Moving forward, it seems unlikely that Democrats will be able to flip this seat, although Laura Kelly’s gubernatorial win suggests the party can still win statewide elections. I lived in Kansas from 2016 to 2018, and I’m not confident about our chances. Regardless, the 2020 Senate map just got a little friendlier for Team Not-Fascists. Tara Golshan at Vox writes of Democratic prospects:
For the past decade, Kansas has been a failed experiment in conservatism; the state’s former Gov. Sam Brownback passed extreme tax cuts he said would jolt the state’s economy. Instead, they devastated revenues, plummeted the state’s bond rating, and forced the state legislature to make such severe cuts to social programs, public schools and state infrastructure that the state Supreme Court mandated they boost funding for schools.
To be sure, Kansas is still a conservative state. Since 1940, the state has only once voted for a Democratic president (it was in the 1964 election between Lyndon B. Johnson and Barry Goldwater). The last time the state voted for a Democrat in a Senate race was in 1932.
But as Vox’s Ella Nilsen explained, the state has more progressive roots than it gets credit for. Nilsen writes:
The rural, western part of Kansas is far more conservative and Trump-friendly. But the state gets more purple around major metropolitan areas and in eastern areas like the Third District, which includes parts of Kansas City.

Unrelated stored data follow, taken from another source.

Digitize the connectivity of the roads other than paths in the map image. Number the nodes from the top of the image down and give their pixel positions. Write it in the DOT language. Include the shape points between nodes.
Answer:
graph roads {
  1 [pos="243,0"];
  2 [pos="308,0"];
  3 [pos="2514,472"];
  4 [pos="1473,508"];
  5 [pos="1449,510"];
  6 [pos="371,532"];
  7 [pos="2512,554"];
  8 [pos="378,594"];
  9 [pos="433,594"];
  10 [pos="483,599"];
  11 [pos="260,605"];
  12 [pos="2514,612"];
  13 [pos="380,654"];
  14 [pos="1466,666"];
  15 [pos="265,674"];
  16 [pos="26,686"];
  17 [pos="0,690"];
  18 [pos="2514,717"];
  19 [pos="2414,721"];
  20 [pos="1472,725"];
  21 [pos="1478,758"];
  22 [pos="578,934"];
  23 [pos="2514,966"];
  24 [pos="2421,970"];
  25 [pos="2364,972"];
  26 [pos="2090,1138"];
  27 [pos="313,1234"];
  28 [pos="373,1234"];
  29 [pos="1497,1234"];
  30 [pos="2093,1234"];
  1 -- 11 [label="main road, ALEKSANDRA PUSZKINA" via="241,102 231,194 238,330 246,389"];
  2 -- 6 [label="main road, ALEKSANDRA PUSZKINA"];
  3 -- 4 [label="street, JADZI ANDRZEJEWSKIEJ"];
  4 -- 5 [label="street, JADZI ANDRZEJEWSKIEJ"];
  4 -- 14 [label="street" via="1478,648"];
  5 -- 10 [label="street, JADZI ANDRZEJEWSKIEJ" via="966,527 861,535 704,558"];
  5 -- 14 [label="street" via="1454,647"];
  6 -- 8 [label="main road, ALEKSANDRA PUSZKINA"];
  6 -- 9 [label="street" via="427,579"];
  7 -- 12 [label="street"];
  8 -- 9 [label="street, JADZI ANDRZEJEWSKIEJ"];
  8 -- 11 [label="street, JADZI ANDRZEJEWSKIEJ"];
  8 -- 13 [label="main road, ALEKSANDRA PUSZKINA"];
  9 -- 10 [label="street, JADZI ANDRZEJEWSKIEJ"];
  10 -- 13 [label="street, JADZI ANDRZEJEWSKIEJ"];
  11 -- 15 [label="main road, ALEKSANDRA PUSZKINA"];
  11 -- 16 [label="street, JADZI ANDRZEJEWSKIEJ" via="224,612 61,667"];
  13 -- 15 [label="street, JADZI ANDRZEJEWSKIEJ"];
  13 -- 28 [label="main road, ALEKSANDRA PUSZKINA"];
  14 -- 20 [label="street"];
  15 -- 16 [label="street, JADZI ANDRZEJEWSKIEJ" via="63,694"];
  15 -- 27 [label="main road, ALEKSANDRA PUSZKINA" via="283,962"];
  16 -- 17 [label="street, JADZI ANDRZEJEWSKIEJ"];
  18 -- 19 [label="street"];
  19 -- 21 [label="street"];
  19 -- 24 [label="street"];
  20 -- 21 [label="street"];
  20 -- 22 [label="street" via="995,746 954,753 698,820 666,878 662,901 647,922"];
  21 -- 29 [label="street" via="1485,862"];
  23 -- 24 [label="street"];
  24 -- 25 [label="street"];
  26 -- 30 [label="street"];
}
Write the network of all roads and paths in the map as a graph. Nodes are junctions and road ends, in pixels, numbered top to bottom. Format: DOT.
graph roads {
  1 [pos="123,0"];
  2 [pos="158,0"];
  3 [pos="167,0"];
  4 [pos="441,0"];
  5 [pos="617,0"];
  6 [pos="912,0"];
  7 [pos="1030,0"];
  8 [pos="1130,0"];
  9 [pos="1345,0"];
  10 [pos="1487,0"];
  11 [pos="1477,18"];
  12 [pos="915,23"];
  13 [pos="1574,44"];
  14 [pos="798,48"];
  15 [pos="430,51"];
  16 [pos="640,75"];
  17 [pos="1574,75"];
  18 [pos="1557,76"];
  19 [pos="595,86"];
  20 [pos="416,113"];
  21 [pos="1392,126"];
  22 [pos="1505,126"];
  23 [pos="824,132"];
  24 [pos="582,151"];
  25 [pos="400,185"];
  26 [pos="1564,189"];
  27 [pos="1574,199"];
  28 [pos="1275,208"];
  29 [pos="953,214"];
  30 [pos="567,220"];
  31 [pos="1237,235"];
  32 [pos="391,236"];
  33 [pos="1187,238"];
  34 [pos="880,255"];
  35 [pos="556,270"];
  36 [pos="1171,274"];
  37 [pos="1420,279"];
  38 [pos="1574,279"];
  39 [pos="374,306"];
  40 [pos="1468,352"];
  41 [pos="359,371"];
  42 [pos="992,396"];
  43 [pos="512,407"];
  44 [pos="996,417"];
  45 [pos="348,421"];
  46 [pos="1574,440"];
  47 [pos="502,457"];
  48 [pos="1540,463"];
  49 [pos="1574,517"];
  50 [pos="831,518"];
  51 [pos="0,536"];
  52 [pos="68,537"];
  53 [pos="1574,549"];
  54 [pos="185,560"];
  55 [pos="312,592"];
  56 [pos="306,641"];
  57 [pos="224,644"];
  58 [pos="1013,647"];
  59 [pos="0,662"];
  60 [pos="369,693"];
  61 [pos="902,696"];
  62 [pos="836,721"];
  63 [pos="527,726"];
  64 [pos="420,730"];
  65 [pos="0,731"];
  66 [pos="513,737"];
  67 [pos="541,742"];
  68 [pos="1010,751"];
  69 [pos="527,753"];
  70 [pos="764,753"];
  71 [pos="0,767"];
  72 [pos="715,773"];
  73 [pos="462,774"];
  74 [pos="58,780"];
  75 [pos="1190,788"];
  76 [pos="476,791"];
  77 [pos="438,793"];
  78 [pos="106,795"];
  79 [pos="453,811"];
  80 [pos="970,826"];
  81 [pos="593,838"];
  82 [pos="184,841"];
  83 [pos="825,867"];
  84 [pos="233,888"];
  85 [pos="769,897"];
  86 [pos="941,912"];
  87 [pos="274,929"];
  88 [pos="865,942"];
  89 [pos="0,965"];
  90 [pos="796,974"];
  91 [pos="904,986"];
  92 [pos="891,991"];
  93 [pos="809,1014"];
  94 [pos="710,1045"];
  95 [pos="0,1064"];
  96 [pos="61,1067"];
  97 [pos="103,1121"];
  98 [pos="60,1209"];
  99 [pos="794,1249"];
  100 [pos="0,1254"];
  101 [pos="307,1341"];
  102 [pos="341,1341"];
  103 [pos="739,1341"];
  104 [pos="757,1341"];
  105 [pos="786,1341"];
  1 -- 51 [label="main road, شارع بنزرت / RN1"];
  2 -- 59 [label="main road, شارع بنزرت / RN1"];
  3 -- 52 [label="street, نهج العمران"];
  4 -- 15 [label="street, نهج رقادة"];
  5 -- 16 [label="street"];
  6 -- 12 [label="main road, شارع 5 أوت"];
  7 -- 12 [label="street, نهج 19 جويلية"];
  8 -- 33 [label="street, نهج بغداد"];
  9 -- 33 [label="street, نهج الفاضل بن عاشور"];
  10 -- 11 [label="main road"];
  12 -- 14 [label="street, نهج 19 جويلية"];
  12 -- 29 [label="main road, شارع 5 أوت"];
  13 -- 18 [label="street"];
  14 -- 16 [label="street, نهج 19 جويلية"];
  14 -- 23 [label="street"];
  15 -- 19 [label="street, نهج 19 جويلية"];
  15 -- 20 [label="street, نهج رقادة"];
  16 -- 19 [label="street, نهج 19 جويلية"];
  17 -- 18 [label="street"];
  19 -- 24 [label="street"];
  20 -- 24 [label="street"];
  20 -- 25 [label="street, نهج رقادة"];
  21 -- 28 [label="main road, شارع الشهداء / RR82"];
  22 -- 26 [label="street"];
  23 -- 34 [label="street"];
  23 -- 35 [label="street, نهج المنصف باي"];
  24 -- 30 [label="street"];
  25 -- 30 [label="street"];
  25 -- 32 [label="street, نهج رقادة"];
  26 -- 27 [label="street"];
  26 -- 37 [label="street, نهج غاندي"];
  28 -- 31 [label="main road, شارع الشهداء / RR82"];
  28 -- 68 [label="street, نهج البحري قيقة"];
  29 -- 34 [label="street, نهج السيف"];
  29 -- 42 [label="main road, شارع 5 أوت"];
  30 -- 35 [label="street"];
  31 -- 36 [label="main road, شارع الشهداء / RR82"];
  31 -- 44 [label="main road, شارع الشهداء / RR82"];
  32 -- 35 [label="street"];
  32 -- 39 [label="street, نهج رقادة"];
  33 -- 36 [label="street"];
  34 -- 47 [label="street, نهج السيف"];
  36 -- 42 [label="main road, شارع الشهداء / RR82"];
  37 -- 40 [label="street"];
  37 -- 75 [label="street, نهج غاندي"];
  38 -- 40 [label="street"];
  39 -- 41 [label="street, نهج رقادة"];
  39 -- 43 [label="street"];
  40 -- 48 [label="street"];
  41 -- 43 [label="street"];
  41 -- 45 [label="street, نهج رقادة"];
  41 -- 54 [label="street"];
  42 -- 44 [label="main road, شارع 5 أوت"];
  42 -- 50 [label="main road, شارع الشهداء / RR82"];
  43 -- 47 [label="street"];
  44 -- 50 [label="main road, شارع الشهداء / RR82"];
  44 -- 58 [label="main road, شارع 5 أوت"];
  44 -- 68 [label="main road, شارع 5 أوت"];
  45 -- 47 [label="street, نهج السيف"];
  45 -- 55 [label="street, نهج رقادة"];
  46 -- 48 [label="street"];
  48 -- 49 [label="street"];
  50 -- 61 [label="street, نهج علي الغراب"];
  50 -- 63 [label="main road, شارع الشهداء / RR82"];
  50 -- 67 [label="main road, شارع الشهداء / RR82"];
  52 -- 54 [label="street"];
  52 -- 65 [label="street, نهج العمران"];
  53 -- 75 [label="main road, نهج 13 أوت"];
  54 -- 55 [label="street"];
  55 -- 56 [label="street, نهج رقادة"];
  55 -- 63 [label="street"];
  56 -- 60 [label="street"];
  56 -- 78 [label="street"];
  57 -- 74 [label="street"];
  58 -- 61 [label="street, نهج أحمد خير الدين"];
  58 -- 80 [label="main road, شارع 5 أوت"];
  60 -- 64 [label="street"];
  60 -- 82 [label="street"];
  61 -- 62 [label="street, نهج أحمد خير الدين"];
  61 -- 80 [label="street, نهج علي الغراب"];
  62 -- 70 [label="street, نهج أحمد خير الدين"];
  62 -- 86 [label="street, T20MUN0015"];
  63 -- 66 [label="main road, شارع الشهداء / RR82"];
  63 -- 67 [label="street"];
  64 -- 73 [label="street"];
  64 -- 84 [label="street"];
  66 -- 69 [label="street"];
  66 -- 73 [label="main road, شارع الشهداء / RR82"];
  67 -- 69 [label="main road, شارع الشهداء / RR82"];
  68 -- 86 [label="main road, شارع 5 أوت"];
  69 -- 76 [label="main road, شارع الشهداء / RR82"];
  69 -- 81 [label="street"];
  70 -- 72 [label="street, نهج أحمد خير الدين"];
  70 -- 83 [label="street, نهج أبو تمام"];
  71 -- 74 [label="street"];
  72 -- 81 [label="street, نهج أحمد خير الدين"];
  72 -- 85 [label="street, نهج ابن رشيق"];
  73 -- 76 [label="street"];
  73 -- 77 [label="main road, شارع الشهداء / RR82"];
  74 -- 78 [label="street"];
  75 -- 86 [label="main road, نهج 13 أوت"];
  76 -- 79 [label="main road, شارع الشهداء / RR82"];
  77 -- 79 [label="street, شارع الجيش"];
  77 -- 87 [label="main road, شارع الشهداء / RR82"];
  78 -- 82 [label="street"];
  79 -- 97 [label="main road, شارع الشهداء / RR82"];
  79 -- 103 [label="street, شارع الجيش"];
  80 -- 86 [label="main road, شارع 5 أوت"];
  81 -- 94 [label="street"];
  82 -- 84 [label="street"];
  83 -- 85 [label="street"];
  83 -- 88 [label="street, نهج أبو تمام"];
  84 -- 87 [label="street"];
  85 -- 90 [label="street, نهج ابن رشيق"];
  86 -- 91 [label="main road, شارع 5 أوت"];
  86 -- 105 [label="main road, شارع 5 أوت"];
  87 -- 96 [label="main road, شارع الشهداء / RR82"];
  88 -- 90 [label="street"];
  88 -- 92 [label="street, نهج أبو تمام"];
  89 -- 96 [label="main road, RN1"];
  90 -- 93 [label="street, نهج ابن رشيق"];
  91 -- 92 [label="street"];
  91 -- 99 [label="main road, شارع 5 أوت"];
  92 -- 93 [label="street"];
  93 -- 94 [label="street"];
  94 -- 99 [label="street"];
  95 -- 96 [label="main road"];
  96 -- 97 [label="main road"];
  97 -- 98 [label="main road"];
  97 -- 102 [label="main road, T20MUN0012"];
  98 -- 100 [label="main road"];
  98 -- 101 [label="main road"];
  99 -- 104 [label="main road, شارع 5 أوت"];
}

In 2018, the state clearly reflected the national blue wave. Democrat Kelly beat out Kobach for governor, campaigning against the hardline anti-immigration rhetoric espoused by her opponent, as well as promising to invest in infrastructure, focus on public education and expand Medicaid. And in the House Democratic Rep. Sharice Davids, an attorney and former MMA fighter, unseated Republican Kevin Yoder in the Third Congressional District, running on a more progressive platform.
Democrats, currently in the Senate minority with 47 seats, have a much more favorable Senate map in 2020 than they did in 2018. Republicans will be defending 22 seats while Democrats will be protecting 12 — and in a presidential election year, when voter turnout is typically higher.
Roberts’s retirement gives Democrats a better opportunity to bring the blue wave back to Kansas.
The list of Kansas Republicans interested in succeeding Roberts in 2020 features the predicable rogues gallery of terrible politicians—Mike Pompeo, Kris Kobach, Derek Schmidt, Roger Marshall, and Kevin Yoder. If those men aren’t bad enough for you, Matt Schlapp (chairman of the American Conservative Union) and Ajit Motherfucking Pai (chairman of the Federal Communications Commission) have also been mentioned as potential replacements. Gag.